Jake overslept. He woke up around 7:45and freaked. His panic spread to the whole house, and before I knew it I was stuffing gear into my pack while holding down puke and tying my boots. We made it to the firehouse at 8:06 after raiding Bruce’s kitchen for coffee, but it was cloudy and everyone else was still in bed. Fishbone had crashed on our couch and he picked up the phone and began heckling the other guides. Eventually everyone showed up, squinting through their sunglasses, and Seth held class and talked about risk management and route finding. He told us about the time he got caught in a slide while climbing in the Fairweather Range. He was swimming down the mountain, buried so deep and headed for such big cliffs he totally gave up and accepted death. After a 2,000-foot ride, just before the debris cemented to a stop, he popped to the surface unhurt. He had his life back. As he put it, “Even having an ice cream is a pretty cool experience now.”
Then he looked out the window.
“It’s too cloudy to fly. You have the day off.”
I’m on the ferry headed toward Juneau. The moon shines on the Inside Passage. Immense, shadowy mountains with silver shoulders plunge into the dark water. I’m trying to process what would be a season’s worth of experiences back home. I’m reminded of the Northern California big-wave surfer Jeff Clark. He surfed a huge, cold, dark surf spot with some of the biggest waves in the world alone for years because no one knew or cared. He told some friends, who eventually came and were blown away. Now it’s one of the most famous big-wave spots in the world. As big-wave riders from all over started showing up, Clark was the guru, with years more knowledge and experience of the place than anyone else. Sean Dog is like that. He came up here and started flying into these mountains with eyes open, realizing the potential of the place before anyone was here and figuring it out on the fly—Alaska style. He built up knowledge of the area and started inviting people to come ride. Then film crews started returning home with footage of groundbreaking descents. Some of those who came went through guide school and stuck around to be guides. Season after season, run after run, they have become a family that shares some of the most amazing experiences possible.
Sean Dog lives near the heli pad and watches the level of riding here get pushed to the limit and past it. But like Jeff Clark’s surf spot, it takes serious time, effort, money and skills, and there still aren’t many people really getting after it. I would often point out a line and ask the guides how regularly it was ridden. The common reply: “No one ever has.”
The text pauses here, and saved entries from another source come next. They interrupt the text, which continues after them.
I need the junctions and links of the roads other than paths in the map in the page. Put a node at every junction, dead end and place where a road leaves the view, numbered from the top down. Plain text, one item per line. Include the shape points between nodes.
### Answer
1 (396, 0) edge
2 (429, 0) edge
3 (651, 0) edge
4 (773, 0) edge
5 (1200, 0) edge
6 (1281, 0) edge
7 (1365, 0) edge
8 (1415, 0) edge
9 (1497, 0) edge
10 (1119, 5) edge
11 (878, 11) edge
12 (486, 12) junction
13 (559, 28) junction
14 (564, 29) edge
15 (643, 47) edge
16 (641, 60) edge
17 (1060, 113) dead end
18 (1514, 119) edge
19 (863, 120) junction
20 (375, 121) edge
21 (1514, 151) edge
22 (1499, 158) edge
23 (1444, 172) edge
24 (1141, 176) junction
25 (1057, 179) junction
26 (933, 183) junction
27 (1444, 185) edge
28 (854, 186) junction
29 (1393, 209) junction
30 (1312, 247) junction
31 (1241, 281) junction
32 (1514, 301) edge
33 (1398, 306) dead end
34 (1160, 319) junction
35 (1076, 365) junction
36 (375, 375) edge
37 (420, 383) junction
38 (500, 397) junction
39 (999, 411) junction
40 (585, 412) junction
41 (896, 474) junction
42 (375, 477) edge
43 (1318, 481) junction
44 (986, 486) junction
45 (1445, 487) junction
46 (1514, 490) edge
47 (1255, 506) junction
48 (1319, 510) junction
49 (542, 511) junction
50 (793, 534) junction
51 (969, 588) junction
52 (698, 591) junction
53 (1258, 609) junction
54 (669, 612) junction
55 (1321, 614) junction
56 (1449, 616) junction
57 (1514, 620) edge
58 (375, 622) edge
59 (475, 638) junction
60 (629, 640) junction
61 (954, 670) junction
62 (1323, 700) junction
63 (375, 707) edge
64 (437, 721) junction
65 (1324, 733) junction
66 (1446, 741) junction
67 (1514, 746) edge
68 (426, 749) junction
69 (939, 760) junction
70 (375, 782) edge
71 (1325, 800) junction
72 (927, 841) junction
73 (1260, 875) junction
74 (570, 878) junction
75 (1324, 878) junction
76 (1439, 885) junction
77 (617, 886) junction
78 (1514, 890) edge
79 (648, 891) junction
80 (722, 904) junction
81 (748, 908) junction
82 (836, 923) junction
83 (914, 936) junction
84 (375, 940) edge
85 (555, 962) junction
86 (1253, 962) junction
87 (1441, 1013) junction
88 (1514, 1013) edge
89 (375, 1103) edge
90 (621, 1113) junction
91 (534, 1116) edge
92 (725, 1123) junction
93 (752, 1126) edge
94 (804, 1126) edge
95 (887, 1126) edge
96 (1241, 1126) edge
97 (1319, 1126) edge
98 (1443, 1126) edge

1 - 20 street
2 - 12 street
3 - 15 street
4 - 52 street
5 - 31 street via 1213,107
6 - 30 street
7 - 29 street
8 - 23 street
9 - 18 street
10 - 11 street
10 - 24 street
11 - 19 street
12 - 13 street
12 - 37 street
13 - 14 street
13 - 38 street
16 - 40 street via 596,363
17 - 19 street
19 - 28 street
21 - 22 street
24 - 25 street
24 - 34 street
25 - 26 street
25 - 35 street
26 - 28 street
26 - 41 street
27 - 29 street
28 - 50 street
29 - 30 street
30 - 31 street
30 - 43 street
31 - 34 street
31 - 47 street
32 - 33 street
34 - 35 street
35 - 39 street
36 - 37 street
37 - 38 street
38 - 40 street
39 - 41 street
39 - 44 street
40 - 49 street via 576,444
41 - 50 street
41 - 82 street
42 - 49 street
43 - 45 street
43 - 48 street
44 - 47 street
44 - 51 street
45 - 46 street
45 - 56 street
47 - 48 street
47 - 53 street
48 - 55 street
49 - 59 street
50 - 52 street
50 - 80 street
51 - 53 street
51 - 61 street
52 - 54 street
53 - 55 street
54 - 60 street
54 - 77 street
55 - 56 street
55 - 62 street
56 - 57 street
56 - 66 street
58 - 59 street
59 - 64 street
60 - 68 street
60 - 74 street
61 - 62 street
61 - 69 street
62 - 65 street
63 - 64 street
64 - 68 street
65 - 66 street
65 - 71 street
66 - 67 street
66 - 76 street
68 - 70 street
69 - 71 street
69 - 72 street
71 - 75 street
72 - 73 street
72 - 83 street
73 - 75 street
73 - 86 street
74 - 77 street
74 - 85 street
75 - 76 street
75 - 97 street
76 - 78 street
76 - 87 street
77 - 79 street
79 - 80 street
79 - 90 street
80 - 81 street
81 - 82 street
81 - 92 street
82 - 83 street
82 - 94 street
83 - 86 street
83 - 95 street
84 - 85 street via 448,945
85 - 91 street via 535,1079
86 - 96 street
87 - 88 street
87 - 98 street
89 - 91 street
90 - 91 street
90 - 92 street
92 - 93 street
As you spend time in Haines you realize that things are still being pioneered here, and that’s where the AH crew’s strengths lie. On a regular basis they get into the gnarliest terrain anyone is riding, anywhere. They do the hard work like carrying heavy packs, and scary stuff like ski-cutting slopes, so the pros can ride and get their pictures taken. Every one of these guides has been in big slides, every one wears an avalung, and every one has flown off the top of a mountain because they didn’t like the snow.
If you feel like going to the next level, go to guide school. Get in the heli, watch some avalanches, learn from a few masters, make some tough decisions. At the end of each day you’ll crack some PBRs, eat some halibut and, after gaining tons of experience, maybe you’ll end up a guide, or maybe you’ll just do a bunch of really good snowboarding.